REDENÇÃO
A tradição cristã interpreta o
ato de comer da árvore do conhecimento do bem e do mal não como o surgimento da
consciência, mas como um ato de rebeldia, um grito de independência da criatura
para com o Criador.
Ao comer da árvore do
conhecimento do bem e do mal, a criatura não pretende adquirir consciência do
bem e do mal, mas sim tomar nas mãos a prerrogativa de determinar o bem e o mal
e, nesse sentido, “ser igual a Deus”. O que está em questão é o questionamento a
respeito de quem será o padrão para o funcionamento do Universo e das relações
que nele se processam: Deus ou o homem? A resposta cristã é que a morte é a
conseqüência natural do fato de a criatura viver como se Deus não existisse.
Ao afirmar que “o homem se
tornou como um de nós”, Deus não estava concordando com a Serpente. A expressão
“ser igual a Deus” não trata de atributos e potências, mas sim de status, isto
é, não descreve o que o homem pretendia ser – poderoso tal qual a divindade,
mas sim o que o homem havia se tornado, um padrão de existência autônomo e
rebelde, em oposição à divindade.
A expulsão do paraíso não
coloca o ser humano fora de um ambiente geográfico, mas sim de uma condição
existencial. Expulso do paraíso, o homem não está longe de uma terra, mas sim
alijado de um relacionamento, o relacionamento com Deus, o Criador. Porque
pretende ocupar o lugar do Criador é que o ser humano fica impedido de ter
acesso ao paraíso. Talvez você esteja se perguntando: “Que Criador melindroso é
esse que não é capaz de conviver com adversários?
Mas a questão não é essa.
Quando dizemos que o sujeito está com frio porque está longe da fogueira, isso
não quer dizer que a fogueira é melindrosa e recusa-se a dar o seu calor.
Os paralelos ficam bem claros e
fecham o quebra-cabeças do dilema da raça humana. O Reino de Deus equivale ao
paraíso. A terra amaldiçoada equivale ao lado de fora do paraíso. Para que a
terra amaldiçoada seja transformada em paraíso, a rebeldia da raça humana deve
ser substituída pela rendição à autoridade e soberania amorosa do Criador: “Venha
o teu Reino; seja feita a tua vontade, assim na terra como no céu”.

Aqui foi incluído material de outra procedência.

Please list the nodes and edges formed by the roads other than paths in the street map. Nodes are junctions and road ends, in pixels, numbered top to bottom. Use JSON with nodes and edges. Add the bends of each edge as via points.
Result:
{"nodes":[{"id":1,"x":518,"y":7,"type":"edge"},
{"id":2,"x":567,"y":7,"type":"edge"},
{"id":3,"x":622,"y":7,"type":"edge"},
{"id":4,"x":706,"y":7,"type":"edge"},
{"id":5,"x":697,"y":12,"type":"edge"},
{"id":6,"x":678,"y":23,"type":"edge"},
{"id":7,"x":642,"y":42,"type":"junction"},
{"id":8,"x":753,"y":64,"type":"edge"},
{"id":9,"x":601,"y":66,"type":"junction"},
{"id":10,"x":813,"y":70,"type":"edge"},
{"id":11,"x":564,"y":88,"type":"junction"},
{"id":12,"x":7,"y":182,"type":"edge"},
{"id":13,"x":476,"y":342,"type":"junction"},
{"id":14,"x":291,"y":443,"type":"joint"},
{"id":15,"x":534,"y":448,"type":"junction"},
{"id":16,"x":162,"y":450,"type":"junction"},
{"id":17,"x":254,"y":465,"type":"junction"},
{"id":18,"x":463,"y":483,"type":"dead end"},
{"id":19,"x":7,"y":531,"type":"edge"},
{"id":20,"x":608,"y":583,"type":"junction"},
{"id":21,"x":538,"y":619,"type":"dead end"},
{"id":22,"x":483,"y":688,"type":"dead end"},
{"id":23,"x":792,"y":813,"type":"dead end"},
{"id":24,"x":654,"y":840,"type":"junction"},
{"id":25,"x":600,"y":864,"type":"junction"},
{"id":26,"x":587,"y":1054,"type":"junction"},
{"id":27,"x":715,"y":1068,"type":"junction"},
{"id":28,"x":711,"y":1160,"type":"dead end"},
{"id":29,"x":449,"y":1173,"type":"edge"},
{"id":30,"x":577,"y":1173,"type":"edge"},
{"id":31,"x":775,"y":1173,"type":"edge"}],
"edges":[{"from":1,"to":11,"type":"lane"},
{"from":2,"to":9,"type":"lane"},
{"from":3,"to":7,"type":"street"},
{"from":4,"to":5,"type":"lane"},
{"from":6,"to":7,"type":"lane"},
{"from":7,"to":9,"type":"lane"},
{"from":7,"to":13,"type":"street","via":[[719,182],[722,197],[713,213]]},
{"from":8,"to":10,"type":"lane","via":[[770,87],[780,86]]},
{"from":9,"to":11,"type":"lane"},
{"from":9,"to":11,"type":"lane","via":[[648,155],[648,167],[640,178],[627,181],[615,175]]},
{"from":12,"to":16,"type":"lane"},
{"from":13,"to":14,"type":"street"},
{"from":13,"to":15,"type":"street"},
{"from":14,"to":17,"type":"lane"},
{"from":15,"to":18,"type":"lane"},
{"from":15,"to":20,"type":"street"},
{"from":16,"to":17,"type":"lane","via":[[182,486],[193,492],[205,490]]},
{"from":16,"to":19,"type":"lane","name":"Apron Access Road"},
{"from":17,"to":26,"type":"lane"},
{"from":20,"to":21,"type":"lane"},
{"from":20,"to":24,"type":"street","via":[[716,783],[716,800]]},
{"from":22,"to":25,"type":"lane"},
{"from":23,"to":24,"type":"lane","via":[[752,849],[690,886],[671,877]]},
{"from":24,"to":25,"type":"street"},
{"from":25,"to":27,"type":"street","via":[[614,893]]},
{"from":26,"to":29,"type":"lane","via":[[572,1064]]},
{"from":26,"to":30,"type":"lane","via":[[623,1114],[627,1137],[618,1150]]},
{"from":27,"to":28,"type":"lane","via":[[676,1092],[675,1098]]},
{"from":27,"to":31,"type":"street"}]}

A vocação de cada ser humano
continua sendo cooperar com Deus para colocar ordem no caos. O resultado da
reconciliação entre criatura e Criador é a unidade do Universo, em que céu e
terra não estão mais em oposição, e o paraíso abraçou e redimiu toda a terra
amaldiçoada, isto é, o Reino de Deus chegou em plenitude. Assim, existirá “o
céu e tudo o mais”, em vez de “o céu e nada mais”. Por isso é que o homem deve
lutar contra sua ambição de fuga para o paraíso. Deve acreditar que este lado
do céu é digno de ser trabalhado: plantar jardins na terra maldiçoada. A
dicotomia entre céu e terra deve acabar.
Negar a terra como se houvesse apenas
céu e nada mais é trair o propósito de Deus, que delegou a terra aos cuidados
da raça humana.
O reino de Deus é o equivalente
ao jardim, de onde o homem foi expulso. O jardim é o mundo sob o comando de
Deus. Toda vez que um ambiente, uma relação, uma atividade é submetida a Deus,
o caos começa a entrar em ordem, isto é, o jardim dá seus sinais. Haverá um dia
em que o caos será transformado em jardim. Então, o Reino de Deus, que já foi
inaugurado, estará consumado.
Enquanto o Reino de Deus não
vem em plenitude, nós trabalhamos para que ele seja sinalizado ao nosso redor. Enquanto
o mundo todo não é transformado em um grande jardim, nós construímos alguns
jardins no mundo.
Essa vocação de cooperar com
Deus para colocar ordem no caos, vocação de todo ser humano, é que sintetizo no
propósito de construir. Construir é exercer poder para dominar a terra.
Construir é insurgir-se contra a Serpente e contra todos os agentes da morte
para promover a vida.
Construir é plantar jardins em
meio ao caos!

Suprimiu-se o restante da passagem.